Do teams lose a DRS review for an umpire’s call in cricket?
No, the teams do not lose a DRS review if umpire’s call goes against their favour. The Decision Review System was introduced to reduce the number of howlers that is extremely bad decisions while the umpire’s call ensures there’s human element still in play.
While the technology is great, it is still not full proof and which is why the umpire’s call is kept in play.
Earlier this year in April, the head of the ICC’s Cricket Committee, Anil Kumble, explained why the umpire’s call was still seen as an important aspect of DRS.
“The principle underpinning DRS was to correct clear errors in the game whilst ensuring the role of the umpire as the decision-maker on the field of play was preserved, bearing in mind the element of prediction involved with the technology. Umpire’s call allows that to happen, which is why it is important it remains,” said Kumble.
In simple words, the umpire’s call is benefit of the doubt, which extends to the player or the team which has taken the review. A team retains the review on umpire’s call and there’s no limit on how many.
What are the famous controversies of umpire’s call in cricket?
Earlier this year in April, Bangladesh team director had asked for neutral umpires after several close call went into the home side South Africa’s favour. In one instance Dean Elgar was given not out by the on field umpire, after Bangladesh reviewed it, the ball tracking showed the ball would’ve clipped the leg stump. But the umpire’s call was upheld.
In the Chennai Test between India and England in 2021, Virat Kohli lost his cool after the umpire’s call saved Joe Root for what looked like a plumb LBW. Root was struck on his back pad in front of the stumps but the on field umpire gave it not out. India sent the decision to the third umpire but the ball tracking showed umpire’s call for impact. Later, ahead of the ODI series on the same tour, Kohli criticised the need for umpire’s call.
“According to me, umpire’s call right now is creating a lot of confusion. When you get bowled as a batsman, you don’t expect the ball to hit more than 50 percent into the stumps to consider yourself bowled,” said Kohli.
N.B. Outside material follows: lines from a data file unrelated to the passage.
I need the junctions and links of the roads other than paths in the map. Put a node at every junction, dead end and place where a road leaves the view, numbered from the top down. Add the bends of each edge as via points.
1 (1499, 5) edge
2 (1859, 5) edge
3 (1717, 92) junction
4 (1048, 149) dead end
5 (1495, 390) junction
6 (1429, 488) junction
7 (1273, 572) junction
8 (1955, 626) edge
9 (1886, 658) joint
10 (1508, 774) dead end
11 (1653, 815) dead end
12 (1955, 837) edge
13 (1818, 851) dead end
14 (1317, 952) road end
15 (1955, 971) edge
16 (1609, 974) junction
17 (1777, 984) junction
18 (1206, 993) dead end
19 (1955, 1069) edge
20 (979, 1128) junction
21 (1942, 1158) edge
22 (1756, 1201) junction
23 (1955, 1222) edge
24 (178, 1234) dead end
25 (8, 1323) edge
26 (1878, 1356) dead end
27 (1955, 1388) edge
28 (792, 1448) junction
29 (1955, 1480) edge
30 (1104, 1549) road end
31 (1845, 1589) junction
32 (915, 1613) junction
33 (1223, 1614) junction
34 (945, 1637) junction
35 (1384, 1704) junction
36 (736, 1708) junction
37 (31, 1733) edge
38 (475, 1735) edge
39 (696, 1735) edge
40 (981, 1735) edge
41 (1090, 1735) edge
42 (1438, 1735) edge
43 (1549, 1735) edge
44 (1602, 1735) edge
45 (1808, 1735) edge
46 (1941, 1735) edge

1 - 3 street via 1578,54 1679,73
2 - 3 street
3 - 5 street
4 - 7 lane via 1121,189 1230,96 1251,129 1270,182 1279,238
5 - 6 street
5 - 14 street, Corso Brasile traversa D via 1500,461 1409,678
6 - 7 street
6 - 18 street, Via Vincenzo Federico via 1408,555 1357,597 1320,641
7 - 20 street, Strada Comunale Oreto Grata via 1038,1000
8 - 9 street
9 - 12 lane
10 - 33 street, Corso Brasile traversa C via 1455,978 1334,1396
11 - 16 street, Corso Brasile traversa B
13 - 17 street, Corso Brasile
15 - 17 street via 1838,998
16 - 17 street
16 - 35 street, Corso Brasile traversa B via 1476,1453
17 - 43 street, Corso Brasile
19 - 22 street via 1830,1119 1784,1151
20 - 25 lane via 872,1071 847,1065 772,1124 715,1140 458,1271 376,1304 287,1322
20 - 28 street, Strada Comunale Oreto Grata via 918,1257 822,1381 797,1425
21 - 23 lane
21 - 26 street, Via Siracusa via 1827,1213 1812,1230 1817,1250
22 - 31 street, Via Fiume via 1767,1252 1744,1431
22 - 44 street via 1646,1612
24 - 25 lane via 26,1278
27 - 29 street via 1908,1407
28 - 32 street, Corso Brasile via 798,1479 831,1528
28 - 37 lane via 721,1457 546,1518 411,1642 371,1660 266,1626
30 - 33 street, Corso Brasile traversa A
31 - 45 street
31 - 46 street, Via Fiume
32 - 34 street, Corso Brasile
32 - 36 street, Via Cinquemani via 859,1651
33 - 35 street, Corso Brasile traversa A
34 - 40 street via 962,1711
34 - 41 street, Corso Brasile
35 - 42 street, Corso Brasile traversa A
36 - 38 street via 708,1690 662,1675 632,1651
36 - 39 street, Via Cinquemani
“So from basic cricket common-sense, I don’t think that there should be any debate on that. If the ball is clipping the stumps, that should be out whether you like it or not, you lose the review,” he added.
One of the most controversial moments occured during the 2019 ODI World Cup semi-final between India and New Zealand, when Virat Kohli was given out LBW. Kohli was hit on the pads by the Kiwi left arm pacer Trent Boult and the on field umpire raised his finger. Kohli opted for the review but to no relief. The ball tracking showed it would’ve just clipped the stumps. Since the on field umpire gave it out, the decision stayed with the umpire’s call. To be dismissed on fine margins in such a massive game certainly attracted significant outrage.
In the second semi-final of 2019 ODI World Cup, where Steve Smith was struck on the pads in a similar fashion to Kohli’s dismissal in the other semifinal. But since the on field umpire gave it not out, Smith was adjudged not out. Umpire’s call works on the on field umpire’s contention and thus attracts criticism.
What is the meaning of ‘pitching’ in an umpire’s call?
Pitching in the DRS review is basically where the ball lands. If it lands outside off or in line with the stumps, then it can be given out if the following two zones also return red. There is no provision of the umpire’s call in pitching, it is either pitching in line, outside off or outside leg.
What is the meaning of impact in an umpire’s call decision?
Impact in the ball tracking is the point of first contact between the ball and the pads. If the impact is in line then it can be given out. The on field umpire’s call stays if the ball tracking can not tell conclusively whether the impact was in line or not.
How many umpire’s call reviews can be retained?
A team can retain an unlimited number of DRS reviews on umpire’s call, same as the successful reviews.